→ **What the exercise asks**
Comb through the entries for "thumb" and pull out each line that holds it.

[Stored data entries]
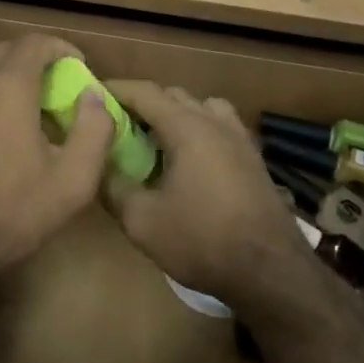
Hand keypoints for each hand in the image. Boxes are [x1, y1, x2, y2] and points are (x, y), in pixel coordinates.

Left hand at [0, 36, 114, 290]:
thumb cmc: (9, 212)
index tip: (77, 66)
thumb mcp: (71, 182)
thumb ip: (94, 131)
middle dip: (33, 60)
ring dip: (2, 74)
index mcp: (7, 85)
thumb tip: (94, 95)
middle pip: (5, 50)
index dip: (61, 48)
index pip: (36, 42)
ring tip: (17, 105)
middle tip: (51, 88)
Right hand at [102, 80, 318, 311]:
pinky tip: (191, 159)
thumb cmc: (202, 241)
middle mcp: (215, 122)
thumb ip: (113, 187)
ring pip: (202, 107)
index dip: (117, 89)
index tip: (93, 94)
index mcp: (187, 128)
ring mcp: (240, 138)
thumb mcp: (142, 221)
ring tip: (157, 138)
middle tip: (118, 123)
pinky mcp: (254, 158)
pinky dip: (200, 129)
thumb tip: (96, 166)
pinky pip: (221, 126)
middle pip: (174, 95)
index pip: (145, 92)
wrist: (271, 273)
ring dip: (176, 113)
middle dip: (143, 102)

→ **Solution to this task**
thumb cmc: (9, 212)
thumb mcp: (71, 182)
thumb ip: (94, 131)
thumb tip: (94, 95)
thumb cmc: (202, 241)
thumb ip: (113, 187)
thumb mcp: (142, 221)
thumb tip: (96, 166)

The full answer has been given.